What you will do: Gather all lines in the entries below that include the word "them".

Supplied data:
==*==
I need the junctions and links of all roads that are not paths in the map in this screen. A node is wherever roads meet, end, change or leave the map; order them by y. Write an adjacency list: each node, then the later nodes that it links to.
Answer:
==*==
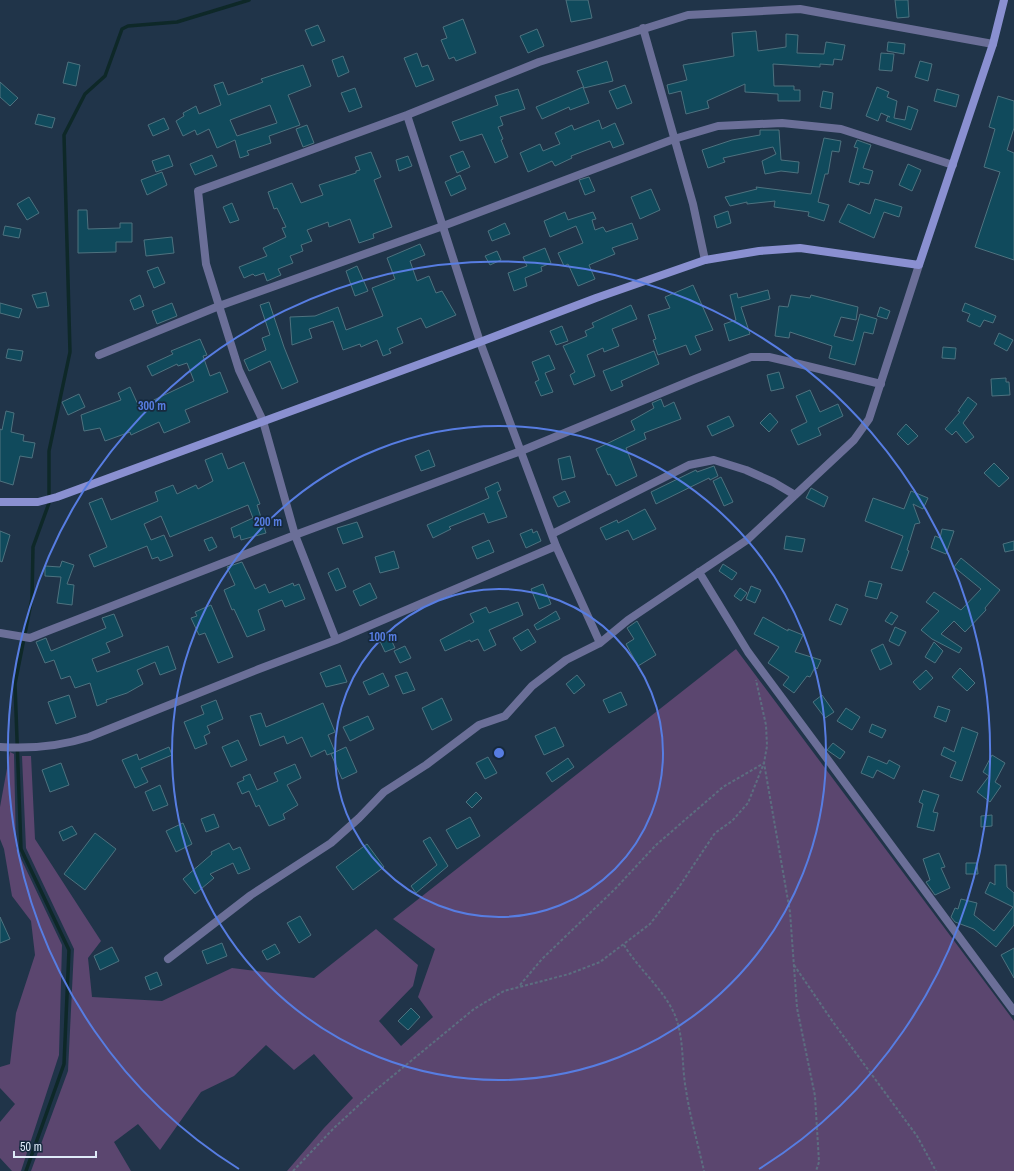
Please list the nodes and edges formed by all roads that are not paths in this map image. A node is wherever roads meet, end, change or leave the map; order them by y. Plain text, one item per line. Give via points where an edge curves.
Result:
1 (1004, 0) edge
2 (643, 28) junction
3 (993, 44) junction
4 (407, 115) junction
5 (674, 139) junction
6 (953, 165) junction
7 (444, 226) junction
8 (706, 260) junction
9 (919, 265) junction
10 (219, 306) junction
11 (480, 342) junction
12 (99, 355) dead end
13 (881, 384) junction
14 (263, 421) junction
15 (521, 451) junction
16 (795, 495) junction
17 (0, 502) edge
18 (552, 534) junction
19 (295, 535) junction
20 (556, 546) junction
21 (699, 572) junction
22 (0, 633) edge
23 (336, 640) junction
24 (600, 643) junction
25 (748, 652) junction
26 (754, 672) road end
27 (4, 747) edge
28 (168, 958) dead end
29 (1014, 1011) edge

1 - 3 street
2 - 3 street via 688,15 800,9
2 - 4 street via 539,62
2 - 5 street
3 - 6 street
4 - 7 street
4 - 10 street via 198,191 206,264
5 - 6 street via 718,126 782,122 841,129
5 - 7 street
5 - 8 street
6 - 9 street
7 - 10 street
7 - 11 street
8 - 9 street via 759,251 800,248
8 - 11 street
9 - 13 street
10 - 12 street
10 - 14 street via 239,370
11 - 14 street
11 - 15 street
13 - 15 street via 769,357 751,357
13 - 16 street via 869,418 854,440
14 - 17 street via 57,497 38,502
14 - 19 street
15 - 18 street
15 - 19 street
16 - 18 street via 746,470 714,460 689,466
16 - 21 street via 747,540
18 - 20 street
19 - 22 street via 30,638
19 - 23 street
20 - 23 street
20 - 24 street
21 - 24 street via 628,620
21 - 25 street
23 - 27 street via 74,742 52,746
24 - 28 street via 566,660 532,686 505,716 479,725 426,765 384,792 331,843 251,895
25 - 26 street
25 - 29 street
==*==
Response to this exercise:
I need the junctions and links of all roads that are not paths in the map in this screen. A node is wherever roads meet, end, change or leave the map; order them by y. Write an adjacency list: each node, then the later nodes that it links to.
Please list the nodes and edges formed by all roads that are not paths in this map image. A node is wherever roads meet, end, change or leave the map; order them by y. Plain text, one item per line. Give via points where an edge curves.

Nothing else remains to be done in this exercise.